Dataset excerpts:
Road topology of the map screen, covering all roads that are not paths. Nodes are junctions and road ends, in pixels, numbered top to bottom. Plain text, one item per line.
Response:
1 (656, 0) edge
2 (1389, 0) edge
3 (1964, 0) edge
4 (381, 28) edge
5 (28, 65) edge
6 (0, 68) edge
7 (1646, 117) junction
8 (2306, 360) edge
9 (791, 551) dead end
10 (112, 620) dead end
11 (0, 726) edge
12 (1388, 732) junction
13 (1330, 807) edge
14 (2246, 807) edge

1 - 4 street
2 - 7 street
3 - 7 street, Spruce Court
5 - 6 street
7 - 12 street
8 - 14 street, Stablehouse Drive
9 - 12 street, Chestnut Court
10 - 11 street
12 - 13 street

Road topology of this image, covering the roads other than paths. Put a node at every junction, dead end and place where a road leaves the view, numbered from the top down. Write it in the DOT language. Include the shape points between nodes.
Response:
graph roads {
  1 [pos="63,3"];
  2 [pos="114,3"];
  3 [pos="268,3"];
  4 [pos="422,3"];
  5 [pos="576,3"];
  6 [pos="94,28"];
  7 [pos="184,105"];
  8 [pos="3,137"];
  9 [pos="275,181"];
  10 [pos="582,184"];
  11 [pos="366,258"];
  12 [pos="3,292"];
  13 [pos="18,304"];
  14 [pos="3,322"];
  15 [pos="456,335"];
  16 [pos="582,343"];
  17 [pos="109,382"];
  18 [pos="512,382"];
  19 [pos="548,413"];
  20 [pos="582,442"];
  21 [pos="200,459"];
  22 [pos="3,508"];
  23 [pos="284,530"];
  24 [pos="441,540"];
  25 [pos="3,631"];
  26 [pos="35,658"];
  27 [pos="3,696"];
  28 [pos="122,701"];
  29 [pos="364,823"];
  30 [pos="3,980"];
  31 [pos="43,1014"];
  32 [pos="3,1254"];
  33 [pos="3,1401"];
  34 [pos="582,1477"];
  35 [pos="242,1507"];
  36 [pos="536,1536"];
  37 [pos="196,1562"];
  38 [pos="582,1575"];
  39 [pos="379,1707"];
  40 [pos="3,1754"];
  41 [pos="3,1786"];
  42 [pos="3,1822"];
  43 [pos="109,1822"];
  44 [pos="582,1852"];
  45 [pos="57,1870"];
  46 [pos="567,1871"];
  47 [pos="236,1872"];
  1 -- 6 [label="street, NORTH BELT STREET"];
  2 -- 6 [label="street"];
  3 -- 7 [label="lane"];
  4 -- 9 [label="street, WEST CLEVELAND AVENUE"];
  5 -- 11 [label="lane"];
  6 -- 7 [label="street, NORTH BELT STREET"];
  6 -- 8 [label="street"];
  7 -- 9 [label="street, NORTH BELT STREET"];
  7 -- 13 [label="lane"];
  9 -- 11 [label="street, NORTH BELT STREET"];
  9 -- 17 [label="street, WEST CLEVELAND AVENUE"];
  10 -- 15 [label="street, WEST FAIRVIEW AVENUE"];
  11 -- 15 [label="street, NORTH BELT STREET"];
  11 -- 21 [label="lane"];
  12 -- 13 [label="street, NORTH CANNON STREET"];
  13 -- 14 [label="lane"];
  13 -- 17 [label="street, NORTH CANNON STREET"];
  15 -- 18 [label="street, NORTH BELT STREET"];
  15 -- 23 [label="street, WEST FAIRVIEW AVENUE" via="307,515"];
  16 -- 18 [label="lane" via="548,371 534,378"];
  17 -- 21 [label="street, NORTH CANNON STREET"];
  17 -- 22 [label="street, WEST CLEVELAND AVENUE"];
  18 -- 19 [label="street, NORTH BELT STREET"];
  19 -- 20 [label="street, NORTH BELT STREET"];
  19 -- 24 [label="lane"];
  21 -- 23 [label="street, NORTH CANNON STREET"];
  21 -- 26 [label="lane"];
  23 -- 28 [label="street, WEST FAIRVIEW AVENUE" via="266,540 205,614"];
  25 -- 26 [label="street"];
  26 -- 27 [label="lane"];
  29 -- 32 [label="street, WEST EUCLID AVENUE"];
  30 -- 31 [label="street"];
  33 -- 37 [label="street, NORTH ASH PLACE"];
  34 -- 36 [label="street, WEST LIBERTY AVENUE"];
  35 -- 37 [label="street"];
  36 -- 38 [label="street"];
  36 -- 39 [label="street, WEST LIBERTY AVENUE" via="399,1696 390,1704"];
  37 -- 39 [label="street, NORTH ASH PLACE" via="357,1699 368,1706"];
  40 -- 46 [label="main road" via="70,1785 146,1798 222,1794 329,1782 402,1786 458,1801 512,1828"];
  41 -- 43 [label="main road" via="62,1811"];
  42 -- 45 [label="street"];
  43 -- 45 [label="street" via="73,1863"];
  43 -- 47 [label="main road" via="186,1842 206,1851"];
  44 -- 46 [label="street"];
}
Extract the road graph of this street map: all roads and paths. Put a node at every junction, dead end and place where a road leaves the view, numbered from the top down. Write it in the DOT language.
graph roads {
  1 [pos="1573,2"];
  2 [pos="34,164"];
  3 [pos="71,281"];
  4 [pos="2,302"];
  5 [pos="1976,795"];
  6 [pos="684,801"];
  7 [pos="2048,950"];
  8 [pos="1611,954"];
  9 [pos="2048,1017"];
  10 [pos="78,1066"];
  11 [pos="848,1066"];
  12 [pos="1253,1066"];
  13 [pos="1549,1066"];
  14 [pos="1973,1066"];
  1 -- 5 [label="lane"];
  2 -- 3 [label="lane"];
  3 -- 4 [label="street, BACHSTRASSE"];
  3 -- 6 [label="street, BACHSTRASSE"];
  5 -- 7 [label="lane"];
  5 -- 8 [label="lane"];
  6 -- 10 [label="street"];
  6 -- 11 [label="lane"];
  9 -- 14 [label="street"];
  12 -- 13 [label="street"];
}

* **Assignment**: Lines in the records above that contain the word "CLEVELAND" need to be counted; the reply is that number and nothing else.

* **Finished task**: 3